“Haʻi akula ʻo ia iā lākou i kekahi ʻōlelo nane hou, ʻī akula, Ua like ke aupuni o ka lani me kekahi hua mākeke a ke kanaka i lawe a kanu iho i kāna mahina ʻai. He makaliʻi kēia hua i nā hua a pau, a kupu aʻe ia, ua ʻoi kona kino i nā laʻalāʻau a pau, a lilo aʻela ia i lāʻau, a lele mai nā manu o ka lewa, a kau iho i luna o kona mau lālā.” —Mokuna 13:31-32

“[Jesus] put before them another parable: “The kingdom of heaven is like a mustard seed that someone took and sowed in his field; it is the smallest of all the seeds, but when it has grown it is the greatest of shrubs and becomes a tree, so that the birds of the air come and make nests in its branches.” —Matthew 13:31-32

This past Monday, July 31, was Lā Ho‘iho‘i Ea, a Hawaiian Kingdom holiday celebrating the restoration of sovereign government to Hawai‘i by the United Kingdom in 1843.

Today we reflect on the Kingdom of Heaven that Jesus talks about—and that Cassie Chee, our temporary Director of Faith Formation, preached about this past Sunday. Cassie reminds us that our connection to the ‘āina and Kingdom where we worship is vital to our cultivation of hua mākeke mana‘o‘i‘o, mustard seeds of faith.

Cassie shares:

For us to understand Jesusʻ parable, letʻs talk a little bit about hua mākeke. Hua mākeke is a mustard seed, and for those of you who have never seen a mustard seed, it is as small as a grain of sand. It is a seed that grows into a large plant and from it comes many seeds. When Jesus was comparing the Kingdom of Heaven to a hua mākeke, he was saying that the Kingdom is living and growing with creation.

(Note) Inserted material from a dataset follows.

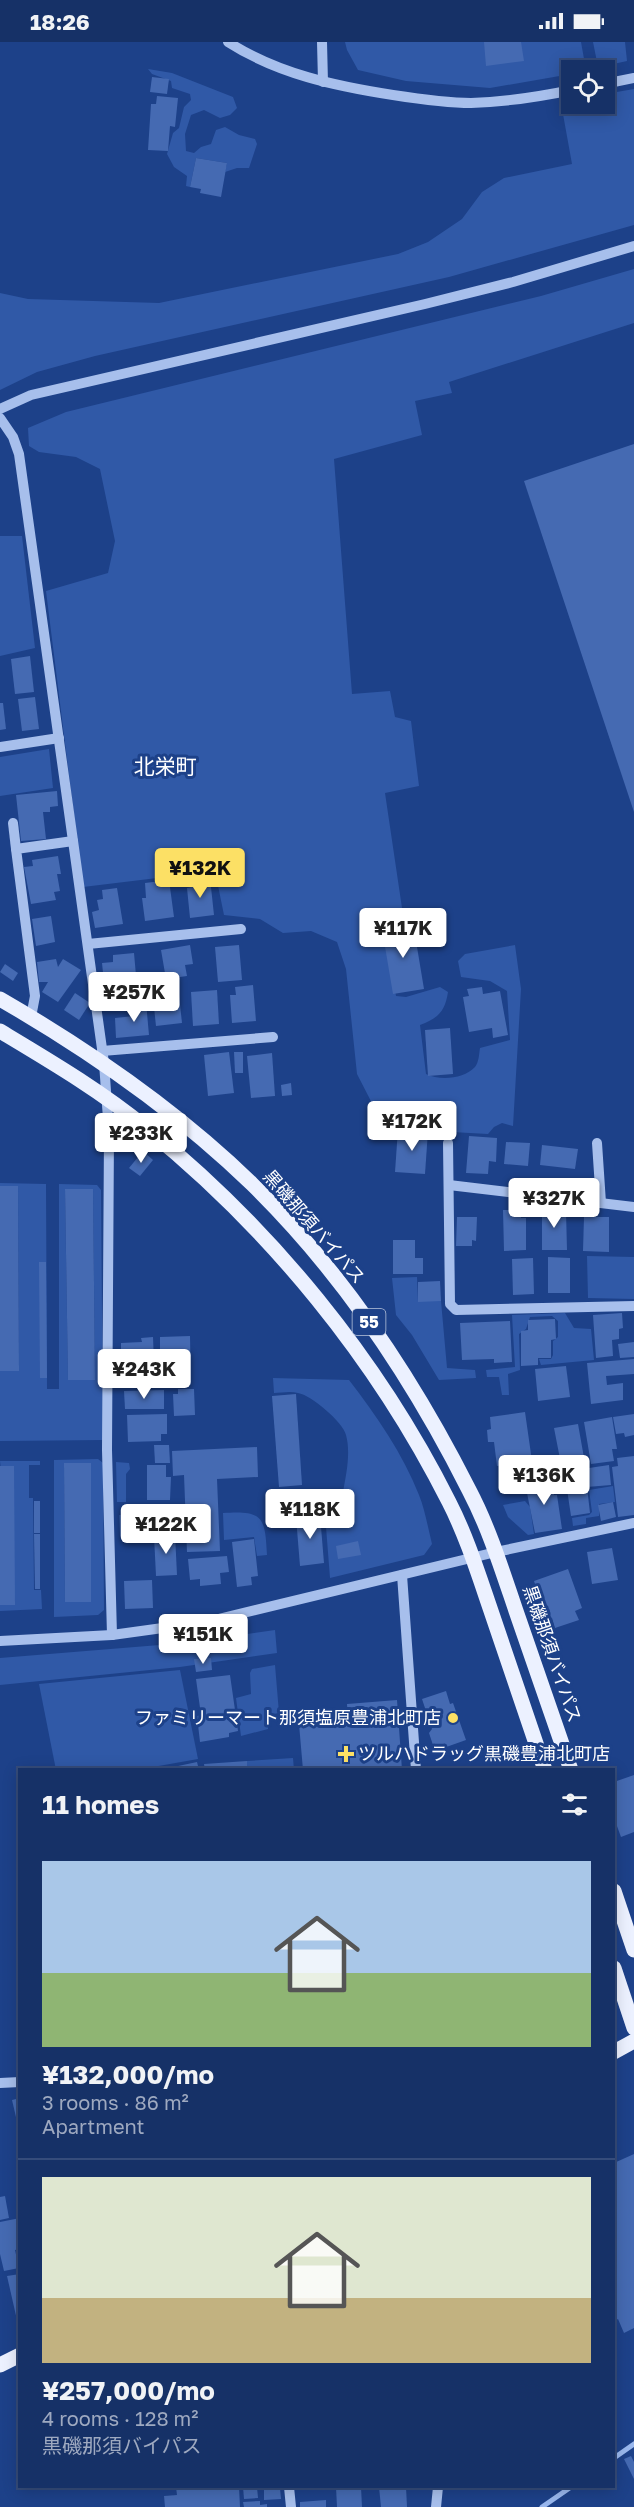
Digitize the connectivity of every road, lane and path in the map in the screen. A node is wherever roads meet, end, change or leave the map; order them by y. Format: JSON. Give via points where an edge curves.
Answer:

For a hua mākeke to grow, there is a lot of collaboration among creation that needs to happen. The mahi‘ai, farmer, needs to understand the time to plant, the conditions of the soil, where that hua, seed, came from, and what conditions make it thrive and grow. There is also a surrender to the mysterious power of the seed, sun, wai, and ‘āina itself. A doing all that can be done in collaboration with creation. When Jesus was comparing the Kingdom of Heaven to a hua mākeke, he was telling them that the Kingdom of Heaven is cultivated from the place that they live.

For people in impossible situations, Jesus was teaching of a kingdom coming that begins growing in the now. Jesus was watering whatever small seeds of hope had caused crowds of people to go and find him. Just as a seed is created from generations upon generations of plants, the Kingdom of Heaven that Jesus preached about was growing anew, yet a seed connected to the beginning of Godʻs creation.

In the beginning we know God created the earth, all the life in it, and called it good. This is the Kingdom blueprint as God designed it—all living creatures, plants, and elements breathing together in harmony. In the parable the Kingdom of Heaven does not emerge out of nowhere—it has a source, it comes from a single seed.

For people who come this morning to hear Godʻs teaching,

For people who come this morning burnt out and tired,

For people who come this morning with worries you canʻt get out of your mind,

Will you trust that the Kingdom of Heaven can grow from a single seed?

So in the midst of a multitude of impossible issues: personal, local, and global my questions for you saints this morning are: who planted the seed of faith within you? Who are your spiritual ancestors? What is growing within and around you? How is God calling you to cultivate the hua mana‘o‘i‘o, seed of faith, that has been given to you to steward?

In the seemingly impossible hurts of this world, have hope, God is growing seeds of faith that have survived and grown across generations. With this great gift comes great kuleana. It is up to us to regularly water, weed the ground, and mālama the seeds of faith that have been planted within us.

May we give thanks for the ancestors of our faith. May we go with curiosity for what God is growing within and around us. May we go in faith trusting that Godʻs Kingdom is here and is coming.